Шрифт:
Интервал:
Закладка:
«Борис приехал за мной после спектакля в театр. Мы, как всегда, сошли у Белорусского вокзала и зашагали по бульвару. Борис приехал за мной в каком-то „не своём“ состоянии и нервно идёт своими шажками и, конечно, несмотря на все мольбы, впереди. Вдруг поравнялся со мной:
– Тимоша, мне надо поговорить с вами…
Я засмеялась.
– Не смейтесь, это не смешно, это серьёзно, это о вас… – Борис заговорил скороговоркой. – Почему! Почему! Ну по-че-му! Вам не вступить в партию? Мне же уши прожужжали об этом. Что, от вас что-нибудь убудет? Почему вы не такая, как все?!
– Не ваша?
– Да, не наша.
– Так это же счастье!
– Опять вы за своё! Но ведь в жизни-то нужно быть как все. Я похолодел, когда услышал, как вы, разговаривая с большим государственным человеком, сказали, что мы не освободители, а оккупанты, а потом отошли от него, сказав, что разговор этот скучный и неинтересный!»
Т.К. Окуневская
Татьяне Окуневской шёл тридцать третий год. Она много снималась в кино и была знаменита, очень, к тому же чертовски красива. Мужчины буквально липли к ней – от её артистического окружения до маршала Тито. На её «закидоны» смотрели сквозь пальцы, объясняя их легкомыслием женщины, избалованной повышенным вниманием к ней. Конечно, Горбатова, гражданского мужа Татьяны (оформлять брак она не хотела), это беспокоило, и он пытался остеречь жену:
– Думаете, что ваше обаяние спасёт вас от всего?! Вы что, действительно не понимаете, к чему всё это может привести?! Вы что, действительно так наивны?!
– Я действительно так наивна – я верю в то, что можно оставаться порядочным человеком, несмотря на всё, что творится вокруг.
Как когда-то отец, наставлявший пятнадцатилетнюю девушку, так теперь её муж просил, с отчаянием требовал:
– Вам надо изменить себя! Я же не прошу вас врать, льстить, вы всё равно это сделаете плохо, но хотя бы держите ваш язык за зубами или говорите всё это мне! Мне! И никому больше!
– Я как будто вылетела из клетки[41], а вы хотите во что бы то ни стало поймать и запрятать…
– У вас и мысли-то все шиворот-навыворот! Да поймите же наконец, что характер – это и есть судьба, которую вы сами себе готовите! Сами! На носу тридцатилетие советской власти, вы играете главную роль в юбилейном спектакле, и вы одна не получите звания… Поймите, я люблю вас, я волнуюсь за вас, вы же моя жена. Вы должны придерживаться тех мыслей, тех действий, которых требует жизнь!

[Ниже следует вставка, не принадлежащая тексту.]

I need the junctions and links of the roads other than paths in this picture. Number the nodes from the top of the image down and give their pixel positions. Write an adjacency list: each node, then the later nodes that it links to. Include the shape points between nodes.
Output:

Не придерживалась. Не вняла голосу вопиющего супруга. И хотя звание народной артистки, вопреки его опасениям, получила, но и десять лет лагерей – тоже.

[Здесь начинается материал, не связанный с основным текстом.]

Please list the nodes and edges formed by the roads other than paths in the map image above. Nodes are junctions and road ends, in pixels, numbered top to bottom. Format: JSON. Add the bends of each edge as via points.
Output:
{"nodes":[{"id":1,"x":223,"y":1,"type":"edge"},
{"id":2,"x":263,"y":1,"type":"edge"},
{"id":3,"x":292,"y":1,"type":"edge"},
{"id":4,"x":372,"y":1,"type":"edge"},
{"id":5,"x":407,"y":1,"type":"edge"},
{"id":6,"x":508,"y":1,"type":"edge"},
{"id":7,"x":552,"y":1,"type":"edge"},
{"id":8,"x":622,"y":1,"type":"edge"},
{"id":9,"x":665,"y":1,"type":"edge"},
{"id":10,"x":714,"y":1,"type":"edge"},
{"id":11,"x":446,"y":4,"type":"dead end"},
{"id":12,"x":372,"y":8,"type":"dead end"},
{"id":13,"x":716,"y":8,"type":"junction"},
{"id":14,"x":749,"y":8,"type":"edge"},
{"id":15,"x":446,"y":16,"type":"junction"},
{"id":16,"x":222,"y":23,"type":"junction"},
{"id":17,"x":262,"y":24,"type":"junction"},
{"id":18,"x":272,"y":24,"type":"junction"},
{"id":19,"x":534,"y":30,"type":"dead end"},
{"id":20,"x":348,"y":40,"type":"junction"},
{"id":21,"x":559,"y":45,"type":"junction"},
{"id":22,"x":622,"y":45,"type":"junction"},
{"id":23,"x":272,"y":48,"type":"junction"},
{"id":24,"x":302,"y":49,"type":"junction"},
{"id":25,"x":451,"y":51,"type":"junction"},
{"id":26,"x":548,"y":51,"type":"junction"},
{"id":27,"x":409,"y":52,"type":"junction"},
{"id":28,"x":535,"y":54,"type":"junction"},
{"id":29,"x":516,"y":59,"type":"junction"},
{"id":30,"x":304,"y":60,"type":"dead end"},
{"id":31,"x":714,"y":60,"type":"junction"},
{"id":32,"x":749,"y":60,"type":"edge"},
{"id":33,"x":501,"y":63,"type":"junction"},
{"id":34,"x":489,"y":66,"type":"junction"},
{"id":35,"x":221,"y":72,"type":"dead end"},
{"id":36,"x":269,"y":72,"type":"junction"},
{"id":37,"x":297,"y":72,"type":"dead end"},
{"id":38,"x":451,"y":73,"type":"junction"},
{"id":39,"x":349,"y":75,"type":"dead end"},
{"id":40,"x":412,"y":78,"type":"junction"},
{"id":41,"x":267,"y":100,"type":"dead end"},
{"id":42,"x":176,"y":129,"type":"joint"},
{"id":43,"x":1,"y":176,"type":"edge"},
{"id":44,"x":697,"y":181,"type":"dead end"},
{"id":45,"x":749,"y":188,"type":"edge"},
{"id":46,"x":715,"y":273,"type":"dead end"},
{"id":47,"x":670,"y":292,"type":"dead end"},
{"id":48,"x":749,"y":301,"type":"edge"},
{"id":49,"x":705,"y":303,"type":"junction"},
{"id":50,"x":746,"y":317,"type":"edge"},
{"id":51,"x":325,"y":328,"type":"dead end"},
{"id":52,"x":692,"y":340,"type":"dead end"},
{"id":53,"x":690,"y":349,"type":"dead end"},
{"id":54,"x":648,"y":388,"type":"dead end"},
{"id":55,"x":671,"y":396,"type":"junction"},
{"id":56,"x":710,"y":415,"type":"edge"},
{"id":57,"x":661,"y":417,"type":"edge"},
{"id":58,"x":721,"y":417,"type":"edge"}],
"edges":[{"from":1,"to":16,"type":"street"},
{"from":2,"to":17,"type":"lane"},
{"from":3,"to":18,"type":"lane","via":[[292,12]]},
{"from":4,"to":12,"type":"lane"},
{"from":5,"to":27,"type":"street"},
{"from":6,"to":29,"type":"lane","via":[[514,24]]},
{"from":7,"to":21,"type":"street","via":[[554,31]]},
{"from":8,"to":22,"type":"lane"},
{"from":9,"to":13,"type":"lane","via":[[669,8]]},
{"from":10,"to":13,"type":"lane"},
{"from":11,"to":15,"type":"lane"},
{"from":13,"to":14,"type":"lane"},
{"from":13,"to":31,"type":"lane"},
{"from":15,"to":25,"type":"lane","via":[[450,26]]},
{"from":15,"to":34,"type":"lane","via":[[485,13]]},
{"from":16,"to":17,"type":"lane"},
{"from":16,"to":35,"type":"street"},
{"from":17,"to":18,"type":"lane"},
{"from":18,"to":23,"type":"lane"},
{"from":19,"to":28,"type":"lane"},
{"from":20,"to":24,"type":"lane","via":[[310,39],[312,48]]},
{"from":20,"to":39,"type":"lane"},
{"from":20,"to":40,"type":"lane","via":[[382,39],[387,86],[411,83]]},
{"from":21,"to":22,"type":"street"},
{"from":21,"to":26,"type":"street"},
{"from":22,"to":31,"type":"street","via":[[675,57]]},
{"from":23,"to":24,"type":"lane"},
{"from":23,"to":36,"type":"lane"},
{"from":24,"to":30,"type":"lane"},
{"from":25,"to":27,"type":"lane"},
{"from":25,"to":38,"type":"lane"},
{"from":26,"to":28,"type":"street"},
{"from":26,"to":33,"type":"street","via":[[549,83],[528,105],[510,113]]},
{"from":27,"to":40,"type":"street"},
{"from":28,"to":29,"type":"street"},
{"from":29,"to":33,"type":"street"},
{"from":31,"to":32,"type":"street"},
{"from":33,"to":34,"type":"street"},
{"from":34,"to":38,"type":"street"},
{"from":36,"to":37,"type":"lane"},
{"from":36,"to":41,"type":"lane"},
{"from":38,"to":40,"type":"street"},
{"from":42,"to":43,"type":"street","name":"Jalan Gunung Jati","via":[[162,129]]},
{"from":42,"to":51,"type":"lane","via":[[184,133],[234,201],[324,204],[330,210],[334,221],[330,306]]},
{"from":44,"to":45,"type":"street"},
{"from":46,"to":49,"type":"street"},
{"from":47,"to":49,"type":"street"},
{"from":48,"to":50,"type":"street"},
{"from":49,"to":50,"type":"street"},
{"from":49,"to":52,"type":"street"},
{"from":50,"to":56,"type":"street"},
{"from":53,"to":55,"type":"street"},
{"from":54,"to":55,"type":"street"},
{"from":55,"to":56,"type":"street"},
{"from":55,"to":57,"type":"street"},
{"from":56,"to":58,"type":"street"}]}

Второе призвание. Артисты Московского Художественного театра возвращались с Всемирной выставки 1937 года, проходившей в Париже. Поезд прибывал на Белорусский вокзал. Встречать коллег пришли представители всех театров столицы. Среди них была В. Н. Пашенная, одна из лучших актрис советской эпохи. Искусство Веры Николаевны поражало зрителей своей мощью, а сама она воспринималась ими как достойная продолжательница традиций Ермоловой, Федотовой, Лепешинской, Ленского, Южина и Садовских – «труппы гениев» (по выражению Станиславского) Малого театра.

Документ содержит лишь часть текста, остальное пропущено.